> _Listed entries_:
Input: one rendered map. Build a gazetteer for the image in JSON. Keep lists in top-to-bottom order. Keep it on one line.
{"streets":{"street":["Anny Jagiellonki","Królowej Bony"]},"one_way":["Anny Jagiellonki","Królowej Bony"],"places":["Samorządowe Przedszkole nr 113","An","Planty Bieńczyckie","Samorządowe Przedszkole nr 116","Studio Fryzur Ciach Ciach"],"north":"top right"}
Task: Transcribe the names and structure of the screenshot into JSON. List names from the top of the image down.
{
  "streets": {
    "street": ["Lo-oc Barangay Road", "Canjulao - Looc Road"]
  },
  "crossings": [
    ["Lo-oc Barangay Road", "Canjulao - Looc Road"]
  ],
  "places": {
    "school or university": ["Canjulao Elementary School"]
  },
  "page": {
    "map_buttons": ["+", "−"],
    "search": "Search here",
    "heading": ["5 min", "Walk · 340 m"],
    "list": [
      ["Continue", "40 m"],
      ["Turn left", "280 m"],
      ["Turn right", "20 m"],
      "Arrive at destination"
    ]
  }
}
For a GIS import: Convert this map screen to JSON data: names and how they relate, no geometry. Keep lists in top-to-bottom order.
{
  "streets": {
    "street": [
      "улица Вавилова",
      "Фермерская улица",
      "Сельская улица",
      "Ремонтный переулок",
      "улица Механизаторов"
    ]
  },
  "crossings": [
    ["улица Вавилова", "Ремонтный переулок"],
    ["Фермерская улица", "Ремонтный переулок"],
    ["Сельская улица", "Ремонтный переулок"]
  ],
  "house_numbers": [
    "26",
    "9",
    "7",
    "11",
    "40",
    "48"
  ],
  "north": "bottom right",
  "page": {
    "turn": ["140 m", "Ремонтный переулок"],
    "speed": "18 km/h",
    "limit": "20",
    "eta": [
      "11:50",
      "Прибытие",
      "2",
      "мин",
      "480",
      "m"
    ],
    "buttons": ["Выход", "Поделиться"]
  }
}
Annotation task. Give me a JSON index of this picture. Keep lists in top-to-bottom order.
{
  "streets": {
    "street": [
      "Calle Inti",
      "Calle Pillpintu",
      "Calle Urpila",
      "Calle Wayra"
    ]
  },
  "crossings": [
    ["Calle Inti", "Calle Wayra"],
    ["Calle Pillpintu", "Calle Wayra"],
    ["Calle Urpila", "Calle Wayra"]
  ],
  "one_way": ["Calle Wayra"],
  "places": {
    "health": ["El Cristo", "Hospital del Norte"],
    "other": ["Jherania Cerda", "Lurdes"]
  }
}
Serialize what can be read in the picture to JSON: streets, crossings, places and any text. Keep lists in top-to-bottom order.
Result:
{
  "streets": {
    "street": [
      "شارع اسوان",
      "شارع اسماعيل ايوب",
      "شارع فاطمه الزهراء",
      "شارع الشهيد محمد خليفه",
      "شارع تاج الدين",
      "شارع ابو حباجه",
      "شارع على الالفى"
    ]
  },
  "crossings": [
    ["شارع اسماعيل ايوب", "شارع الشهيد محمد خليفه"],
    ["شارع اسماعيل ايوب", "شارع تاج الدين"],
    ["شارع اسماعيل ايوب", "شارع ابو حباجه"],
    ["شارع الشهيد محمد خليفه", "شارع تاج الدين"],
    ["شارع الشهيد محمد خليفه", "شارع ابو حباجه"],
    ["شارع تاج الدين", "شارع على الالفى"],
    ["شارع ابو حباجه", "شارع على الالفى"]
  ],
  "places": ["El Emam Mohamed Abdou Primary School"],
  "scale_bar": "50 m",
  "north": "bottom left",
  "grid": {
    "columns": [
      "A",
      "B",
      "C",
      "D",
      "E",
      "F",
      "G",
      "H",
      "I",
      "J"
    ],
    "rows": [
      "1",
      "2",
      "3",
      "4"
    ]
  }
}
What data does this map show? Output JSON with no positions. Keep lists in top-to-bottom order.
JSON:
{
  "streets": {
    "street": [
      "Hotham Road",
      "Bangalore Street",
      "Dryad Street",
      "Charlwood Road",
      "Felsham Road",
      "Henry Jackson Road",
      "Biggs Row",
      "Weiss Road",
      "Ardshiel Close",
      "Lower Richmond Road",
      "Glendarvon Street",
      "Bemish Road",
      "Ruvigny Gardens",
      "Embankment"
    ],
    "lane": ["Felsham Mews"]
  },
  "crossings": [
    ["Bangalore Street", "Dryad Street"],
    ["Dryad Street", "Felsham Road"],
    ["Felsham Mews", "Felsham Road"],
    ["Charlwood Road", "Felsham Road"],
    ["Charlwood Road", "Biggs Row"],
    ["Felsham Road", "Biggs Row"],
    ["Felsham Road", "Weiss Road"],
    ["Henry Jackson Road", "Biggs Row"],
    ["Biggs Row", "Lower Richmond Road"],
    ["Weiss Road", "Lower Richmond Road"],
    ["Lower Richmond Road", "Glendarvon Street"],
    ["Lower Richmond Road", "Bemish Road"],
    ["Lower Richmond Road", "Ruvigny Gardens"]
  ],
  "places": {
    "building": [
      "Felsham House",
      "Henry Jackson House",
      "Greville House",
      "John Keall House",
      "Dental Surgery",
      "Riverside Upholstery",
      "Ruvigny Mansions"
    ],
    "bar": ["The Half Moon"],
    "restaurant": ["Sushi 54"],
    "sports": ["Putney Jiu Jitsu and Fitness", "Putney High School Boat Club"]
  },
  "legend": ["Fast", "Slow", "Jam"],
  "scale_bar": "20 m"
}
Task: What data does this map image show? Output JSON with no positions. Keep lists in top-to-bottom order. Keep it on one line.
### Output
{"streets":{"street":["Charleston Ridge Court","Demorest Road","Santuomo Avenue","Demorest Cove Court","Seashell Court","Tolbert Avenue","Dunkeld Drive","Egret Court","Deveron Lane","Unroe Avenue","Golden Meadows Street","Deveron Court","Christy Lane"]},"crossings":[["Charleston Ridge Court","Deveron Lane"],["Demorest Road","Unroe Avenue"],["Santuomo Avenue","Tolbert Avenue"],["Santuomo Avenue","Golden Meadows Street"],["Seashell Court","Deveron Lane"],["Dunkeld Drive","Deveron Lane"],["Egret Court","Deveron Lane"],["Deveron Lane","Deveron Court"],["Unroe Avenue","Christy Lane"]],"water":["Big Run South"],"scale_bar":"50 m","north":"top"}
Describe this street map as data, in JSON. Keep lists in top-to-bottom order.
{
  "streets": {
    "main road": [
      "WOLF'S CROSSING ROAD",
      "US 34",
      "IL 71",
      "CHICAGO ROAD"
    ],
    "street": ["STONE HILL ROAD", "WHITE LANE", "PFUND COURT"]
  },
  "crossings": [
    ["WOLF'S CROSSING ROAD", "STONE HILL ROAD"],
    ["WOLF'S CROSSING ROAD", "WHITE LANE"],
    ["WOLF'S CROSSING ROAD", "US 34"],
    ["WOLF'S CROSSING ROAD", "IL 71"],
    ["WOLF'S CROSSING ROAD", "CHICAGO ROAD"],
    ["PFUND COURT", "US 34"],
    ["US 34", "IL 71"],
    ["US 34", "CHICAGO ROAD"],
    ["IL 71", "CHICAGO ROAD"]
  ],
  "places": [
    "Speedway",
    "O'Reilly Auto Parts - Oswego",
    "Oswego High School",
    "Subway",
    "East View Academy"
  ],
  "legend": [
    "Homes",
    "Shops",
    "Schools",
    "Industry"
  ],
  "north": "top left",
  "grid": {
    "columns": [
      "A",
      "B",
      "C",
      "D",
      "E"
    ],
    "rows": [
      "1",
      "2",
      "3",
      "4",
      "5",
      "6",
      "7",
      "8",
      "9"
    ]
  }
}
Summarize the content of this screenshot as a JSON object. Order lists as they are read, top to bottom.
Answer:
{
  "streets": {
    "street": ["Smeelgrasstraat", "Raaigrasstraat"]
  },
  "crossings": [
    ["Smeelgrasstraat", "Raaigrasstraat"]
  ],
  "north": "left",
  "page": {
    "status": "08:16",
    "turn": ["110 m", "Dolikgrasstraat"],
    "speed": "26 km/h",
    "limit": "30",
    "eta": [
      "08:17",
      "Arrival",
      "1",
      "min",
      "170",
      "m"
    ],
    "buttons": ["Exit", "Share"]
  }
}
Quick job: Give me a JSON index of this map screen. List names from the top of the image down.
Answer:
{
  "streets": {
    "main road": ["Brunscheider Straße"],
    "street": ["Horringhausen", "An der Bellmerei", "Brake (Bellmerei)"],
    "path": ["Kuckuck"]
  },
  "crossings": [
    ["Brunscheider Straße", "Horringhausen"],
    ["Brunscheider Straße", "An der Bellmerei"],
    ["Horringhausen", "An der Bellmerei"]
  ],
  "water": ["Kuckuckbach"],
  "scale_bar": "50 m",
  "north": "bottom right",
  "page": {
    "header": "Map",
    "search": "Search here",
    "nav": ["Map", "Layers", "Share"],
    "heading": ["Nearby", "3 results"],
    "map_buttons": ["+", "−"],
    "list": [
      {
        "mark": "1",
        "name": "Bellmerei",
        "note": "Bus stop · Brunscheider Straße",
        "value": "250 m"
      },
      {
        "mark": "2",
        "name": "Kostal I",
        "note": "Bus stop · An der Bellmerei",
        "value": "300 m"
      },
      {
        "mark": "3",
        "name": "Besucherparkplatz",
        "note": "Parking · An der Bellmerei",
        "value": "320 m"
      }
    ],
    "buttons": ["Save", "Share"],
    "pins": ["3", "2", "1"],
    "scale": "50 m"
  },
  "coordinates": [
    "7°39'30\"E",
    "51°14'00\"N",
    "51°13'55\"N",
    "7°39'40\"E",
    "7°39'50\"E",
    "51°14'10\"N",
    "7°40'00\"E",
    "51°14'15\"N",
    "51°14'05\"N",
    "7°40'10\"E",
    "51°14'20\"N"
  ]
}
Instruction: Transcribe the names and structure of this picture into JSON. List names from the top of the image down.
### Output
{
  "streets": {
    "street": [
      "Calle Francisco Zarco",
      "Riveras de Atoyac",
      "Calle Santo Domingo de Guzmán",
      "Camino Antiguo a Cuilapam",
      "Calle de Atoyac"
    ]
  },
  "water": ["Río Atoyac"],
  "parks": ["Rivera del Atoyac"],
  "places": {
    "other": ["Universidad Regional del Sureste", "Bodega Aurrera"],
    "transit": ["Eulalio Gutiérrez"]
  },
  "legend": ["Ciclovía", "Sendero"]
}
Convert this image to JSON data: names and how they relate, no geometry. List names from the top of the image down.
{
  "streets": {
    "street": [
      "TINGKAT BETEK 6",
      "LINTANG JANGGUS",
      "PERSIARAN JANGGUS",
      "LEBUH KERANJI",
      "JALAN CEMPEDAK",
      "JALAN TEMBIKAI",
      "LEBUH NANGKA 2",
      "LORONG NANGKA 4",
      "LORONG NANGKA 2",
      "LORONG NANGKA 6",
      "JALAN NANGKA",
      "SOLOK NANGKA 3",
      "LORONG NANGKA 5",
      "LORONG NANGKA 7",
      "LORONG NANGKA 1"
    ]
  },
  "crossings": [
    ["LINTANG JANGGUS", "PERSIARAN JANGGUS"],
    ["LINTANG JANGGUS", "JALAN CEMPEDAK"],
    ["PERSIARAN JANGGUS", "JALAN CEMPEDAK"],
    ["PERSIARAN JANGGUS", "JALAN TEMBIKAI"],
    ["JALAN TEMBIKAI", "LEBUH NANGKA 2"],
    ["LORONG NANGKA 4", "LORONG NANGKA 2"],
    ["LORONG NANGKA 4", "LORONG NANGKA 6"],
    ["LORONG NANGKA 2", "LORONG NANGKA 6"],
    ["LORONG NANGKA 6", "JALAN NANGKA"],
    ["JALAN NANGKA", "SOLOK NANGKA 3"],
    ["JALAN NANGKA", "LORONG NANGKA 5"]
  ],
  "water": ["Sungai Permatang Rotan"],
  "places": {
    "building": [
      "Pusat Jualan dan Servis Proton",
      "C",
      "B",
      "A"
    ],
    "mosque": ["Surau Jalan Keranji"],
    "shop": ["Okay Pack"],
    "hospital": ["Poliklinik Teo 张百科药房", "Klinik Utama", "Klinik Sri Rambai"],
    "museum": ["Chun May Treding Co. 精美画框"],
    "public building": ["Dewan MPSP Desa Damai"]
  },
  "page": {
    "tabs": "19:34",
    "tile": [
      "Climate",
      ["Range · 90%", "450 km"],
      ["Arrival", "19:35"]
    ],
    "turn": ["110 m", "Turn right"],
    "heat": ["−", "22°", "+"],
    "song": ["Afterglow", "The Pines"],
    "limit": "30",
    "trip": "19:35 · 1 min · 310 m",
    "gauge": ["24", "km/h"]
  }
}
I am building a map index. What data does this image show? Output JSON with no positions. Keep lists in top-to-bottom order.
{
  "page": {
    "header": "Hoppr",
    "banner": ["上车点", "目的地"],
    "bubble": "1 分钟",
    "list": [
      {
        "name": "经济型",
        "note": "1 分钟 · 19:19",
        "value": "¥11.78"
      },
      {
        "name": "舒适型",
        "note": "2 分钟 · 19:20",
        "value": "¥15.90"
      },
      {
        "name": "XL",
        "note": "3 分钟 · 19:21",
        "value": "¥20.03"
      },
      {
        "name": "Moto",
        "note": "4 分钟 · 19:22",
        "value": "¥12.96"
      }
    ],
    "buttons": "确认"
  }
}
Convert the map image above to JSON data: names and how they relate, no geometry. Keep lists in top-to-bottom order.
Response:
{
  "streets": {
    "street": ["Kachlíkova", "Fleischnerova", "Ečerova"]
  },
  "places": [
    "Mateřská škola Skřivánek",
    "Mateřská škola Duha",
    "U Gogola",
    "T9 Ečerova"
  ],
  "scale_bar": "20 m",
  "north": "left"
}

> _Task statement_:
Output exactly one stretch of the listing: from the line containing "What data does this map show?" through the line containing "Task: What data", both end lines included.

> _Solution for this exercise_:
What data does this map show? Output JSON with no positions. Keep lists in top-to-bottom order.
JSON:
{
  "streets": {
    "street": [
      "Hotham Road",
      "Bangalore Street",
      "Dryad Street",
      "Charlwood Road",
      "Felsham Road",
      "Henry Jackson Road",
      "Biggs Row",
      "Weiss Road",
      "Ardshiel Close",
      "Lower Richmond Road",
      "Glendarvon Street",
      "Bemish Road",
      "Ruvigny Gardens",
      "Embankment"
    ],
    "lane": ["Felsham Mews"]
  },
  "crossings": [
    ["Bangalore Street", "Dryad Street"],
    ["Dryad Street", "Felsham Road"],
    ["Felsham Mews", "Felsham Road"],
    ["Charlwood Road", "Felsham Road"],
    ["Charlwood Road", "Biggs Row"],
    ["Felsham Road", "Biggs Row"],
    ["Felsham Road", "Weiss Road"],
    ["Henry Jackson Road", "Biggs Row"],
    ["Biggs Row", "Lower Richmond Road"],
    ["Weiss Road", "Lower Richmond Road"],
    ["Lower Richmond Road", "Glendarvon Street"],
    ["Lower Richmond Road", "Bemish Road"],
    ["Lower Richmond Road", "Ruvigny Gardens"]
  ],
  "places": {
    "building": [
      "Felsham House",
      "Henry Jackson House",
      "Greville House",
      "John Keall House",
      "Dental Surgery",
      "Riverside Upholstery",
      "Ruvigny Mansions"
    ],
    "bar": ["The Half Moon"],
    "restaurant": ["Sushi 54"],
    "sports": ["Putney Jiu Jitsu and Fitness", "Putney High School Boat Club"]
  },
  "legend": ["Fast", "Slow", "Jam"],
  "scale_bar": "20 m"
}
Task: What data does this map image show? Output JSON with no positions. Keep lists in top-to-bottom order. Keep it on one line.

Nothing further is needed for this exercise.